I’ve
avoided posting on this question, to be honest. How do I see the future: the
future that could be, or my image of how I suspect the future will be? Here I am, the constant optimist,
having to ask whether, in fact, I just live in fantasyland. I do not like to ask this.
In
1917, dramatist Alfred Arvold of the North Dakota Agricultural College imagined
that the community center of the future would be a place where art, science, government,
and recreation would all take place. In the Alumnae magazine he wrote:
A community center is a place, a neighborhood
laboratory, so to speak, where people meet in their own way to analyze whatever
interests they have in common and participate in such forms of recreation as
are healthful and enjoyable. The
fundamental principle back of the community center is the democratization of
all art so the … people can appreciate it, science so that they can use it,
government so that they can take a part in it, and recreation so they can enjoy
it. In other words, its highest aim
is to make the common interests the great interests. To give a human expression in every locality to the
significant meaning of these terms – “come let’s reason and play together” – is
in reality the ultimate object of the community center.
At
NDSU, Arvold refused a proffered start-of-the-art theater plant, saying that
instead he wanted the farm boys and girls to learn how to create theater in
barns, town halls, yards, and living rooms. His drama students planted lilacs each year; Arvold envisioned 80 miles of lilacs lining the
road between Fargo and Grand Forks and he invented Lilac Days, complete with
its own song, which he commissioned from a local composer - sheet music was
distributed broadly throughout Fargo. He designed the “Lincoln Log Cabin” on
the floor above the campus theater – replicating the interior of the dwelling
where Abraham Lincoln was born; audiences were invited for a meal after the
show, to converse about “whatever interests they [had] in common” and to chat
about the show with the artists, whether Kirsten Flagstad, the Trapp Family, or
local performers.
The
point was: Arvold was trying to show that beauty, the arts, conversation, a
shared meal, democracy, inquiry and fun were all aspects of a good community,
and he believed that to overly differentiate science, art, plants, recreation,
discussion did more harm than good for the community.

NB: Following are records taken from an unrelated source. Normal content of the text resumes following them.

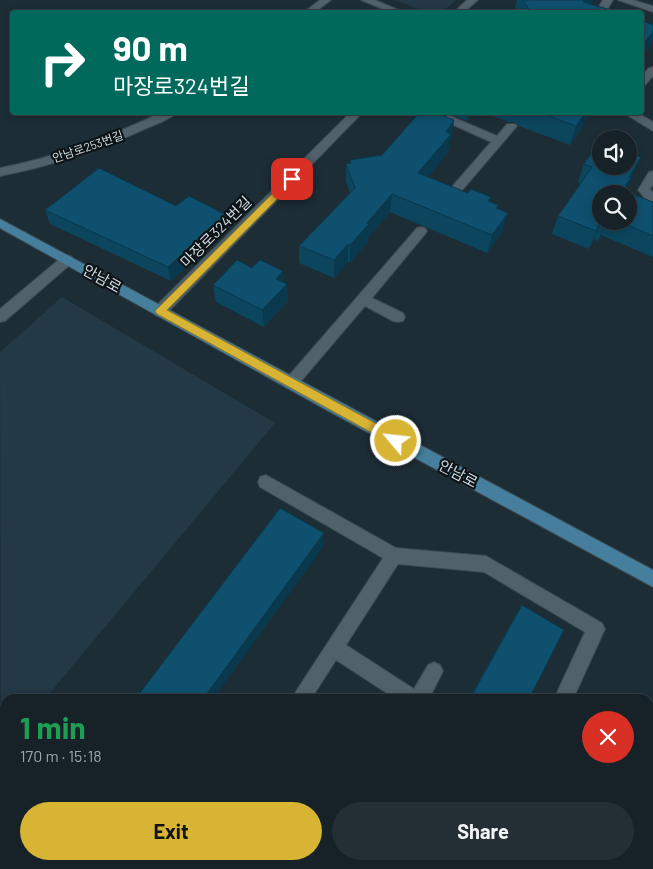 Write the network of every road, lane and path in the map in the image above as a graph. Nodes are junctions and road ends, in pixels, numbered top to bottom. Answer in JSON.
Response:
{"nodes":[{"id":1,"x":326,"y":0,"type":"edge"},
{"id":2,"x":366,"y":0,"type":"edge"},
{"id":3,"x":473,"y":0,"type":"edge"},
{"id":4,"x":623,"y":0,"type":"edge"},
{"id":5,"x":313,"y":10,"type":"edge"},
{"id":6,"x":393,"y":10,"type":"edge"},
{"id":7,"x":461,"y":10,"type":"edge"},
{"id":8,"x":652,"y":13,"type":"edge"},
{"id":9,"x":653,"y":70,"type":"edge"},
{"id":10,"x":644,"y":80,"type":"edge"},
{"id":11,"x":166,"y":115,"type":"edge"},
{"id":12,"x":355,"y":115,"type":"edge"},
{"id":13,"x":437,"y":115,"type":"edge"},
{"id":14,"x":632,"y":115,"type":"edge"},
{"id":15,"x":511,"y":126,"type":"dead end"},
{"id":16,"x":653,"y":127,"type":"edge"},
{"id":17,"x":497,"y":140,"type":"junction"},
{"id":18,"x":0,"y":172,"type":"edge"},
{"id":19,"x":653,"y":175,"type":"edge"},
{"id":20,"x":448,"y":199,"type":"edge"},
{"id":21,"x":653,"y":200,"type":"edge"},
{"id":22,"x":0,"y":223,"type":"edge"},
{"id":23,"x":421,"y":231,"type":"edge"},
{"id":24,"x":67,"y":260,"type":"junction"},
{"id":25,"x":363,"y":299,"type":"junction"},
{"id":26,"x":160,"y":311,"type":"junction"},
{"id":27,"x":0,"y":316,"type":"edge"},
{"id":28,"x":398,"y":317,"type":"dead end"},
{"id":29,"x":291,"y":383,"type":"junction"},
{"id":30,"x":266,"y":482,"type":"dead end"},
{"id":31,"x":394,"y":556,"type":"junction"},
{"id":32,"x":653,"y":579,"type":"edge"},
{"id":33,"x":334,"y":648,"type":"junction"},
{"id":34,"x":434,"y":671,"type":"dead end"},
{"id":35,"x":303,"y":694,"type":"edge"},
{"id":36,"x":405,"y":694,"type":"edge"},
{"id":37,"x":421,"y":694,"type":"edge"},
{"id":38,"x":565,"y":694,"type":"edge"}],
"edges":[{"from":1,"to":5,"type":"street"},
{"from":2,"to":6,"type":"street"},
{"from":3,"to":7,"type":"street"},
{"from":4,"to":8,"type":"street"},
{"from":9,"to":10,"type":"street"},
{"from":11,"to":18,"type":"street","name":"안남로253번길"},
{"from":12,"to":26,"type":"street","name":"마장로324번길"},
{"from":13,"to":17,"type":"street"},
{"from":14,"to":16,"type":"street"},
{"from":15,"to":17,"type":"street"},
{"from":17,"to":20,"type":"street"},
{"from":19,"to":21,"type":"street"},
{"from":22,"to":24,"type":"main road","name":"안남로"},
{"from":23,"to":25,"type":"street"},
{"from":24,"to":26,"type":"main road","name":"안남로"},
{"from":24,"to":27,"type":"street"},
{"from":25,"to":28,"type":"street"},
{"from":25,"to":29,"type":"street"},
{"from":26,"to":29,"type":"main road","name":"안남로"},
{"from":29,"to":32,"type":"main road","name":"안남로"},
{"from":30,"to":31,"type":"street"},
{"from":31,"to":33,"type":"street"},
{"from":31,"to":38,"type":"street"},
{"from":33,"to":35,"type":"street"},
{"from":33,"to":36,"type":"street"},
{"from":34,"to":37,"type":"street"}]}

After almost 40 years as
head of the theater department, his name is well-known in towns, homes and
farms statewide, Arvold was let go in the early 1950’s, for he was not creating
a “quality” theater program.
This
story is not isolated. Art of people could
clearly not be “real” art, right? Frederick Koch, a dramatist, whose frenzy to
enable ordinary people to write plays about their lives and communities
inspired hundreds of new plays and extraordinary devotion to the University of
North Carolina by thousands of people statewide, was not replaced when he died;
his successor was charged with creating a “quality” theater department whose
measure of success would be the number of students placed in the New York theater. Ditto with Alex Drummond of Cornell who
saw no contradiction between training his students for the New York stage and offering his students as dramaturges
for anyone in an upstate New York farm family who wanted to write and produce a
play that offered meaning and insight into life in their community –
Drummond had little or no stature
by the time he retired in the 1950’s and his work is unknown.
Did
you see Tim Robbins’ “Cradle Will Rock”?
Remember the scene in 1939 in which Rockefeller was longing to return
form, nobility and beauty to Art as he wanted Art to be (as opposed to Diego
Rivera’s idea of art)? At that same time, the Federal Theater – which, in part,
asked people to think about the issues of the day - was considered seditious by
many in Congress. Later, Senator Joseph McCarthy’s hearings in the early 1950’s
resulted in the blackballing of many exceptional artists – challenging,
questioning, was not seen as the outworking of democracy, but rather, of
sedition. I myself saw people –
including federal officials - walking out on Arlene Goldbard as recently as 20
years ago, during a talk in which she argued for the integrity of all cultures.
Sedition again.
Perhaps
more seductively dangerous are those many instances when we seemingly find
accord in a slogan – “the arts are for everyone!” but a little parsing reveals
that some people are referring to allowing Everyman to be a spectator for the
arts, where others are referring to Everyman actually making art and, uh oh,
what will the consequences be to the arts if that happens?
So
how do I see the future? I
envision a future in which our species recognizes that we are all “in it
together,” that none of us can truly thrive unless all of us do, and that the
blessing of creativity – which, yes, I believe to be innate – is the key. Moving to synthesize all of the
learning that we’ve accumulated in the last century in the interest of whole
people and healthy communities. Toward
this end, I think about Arvold’s idea of the community center, Drummond’s
students working with farmers, the Federal Theater…
Now,
I see things happening that I applaud.
Arlene Goldbard is now a sought-after public speaker. Places like the Maryland Institute of
Arts are instituting community arts programs. State arts agencies are giving grants for creative
experimentation in community development – not only funding arts institutions
and projects. A body of research
on the critical role that arts education plays in human development is
emerging. I can point to many projects involving arts and gardens, arts and the
local food movement, arts and veterans issues, arts and environmental action –
and of course we have decades of arts and the demand for social justice. I see the tools of the internet allowing
more people to participate in the process of making and disseminating art. I see more people – especially young
people – inventing creative ways of living and working. I cling to these things as “first steps”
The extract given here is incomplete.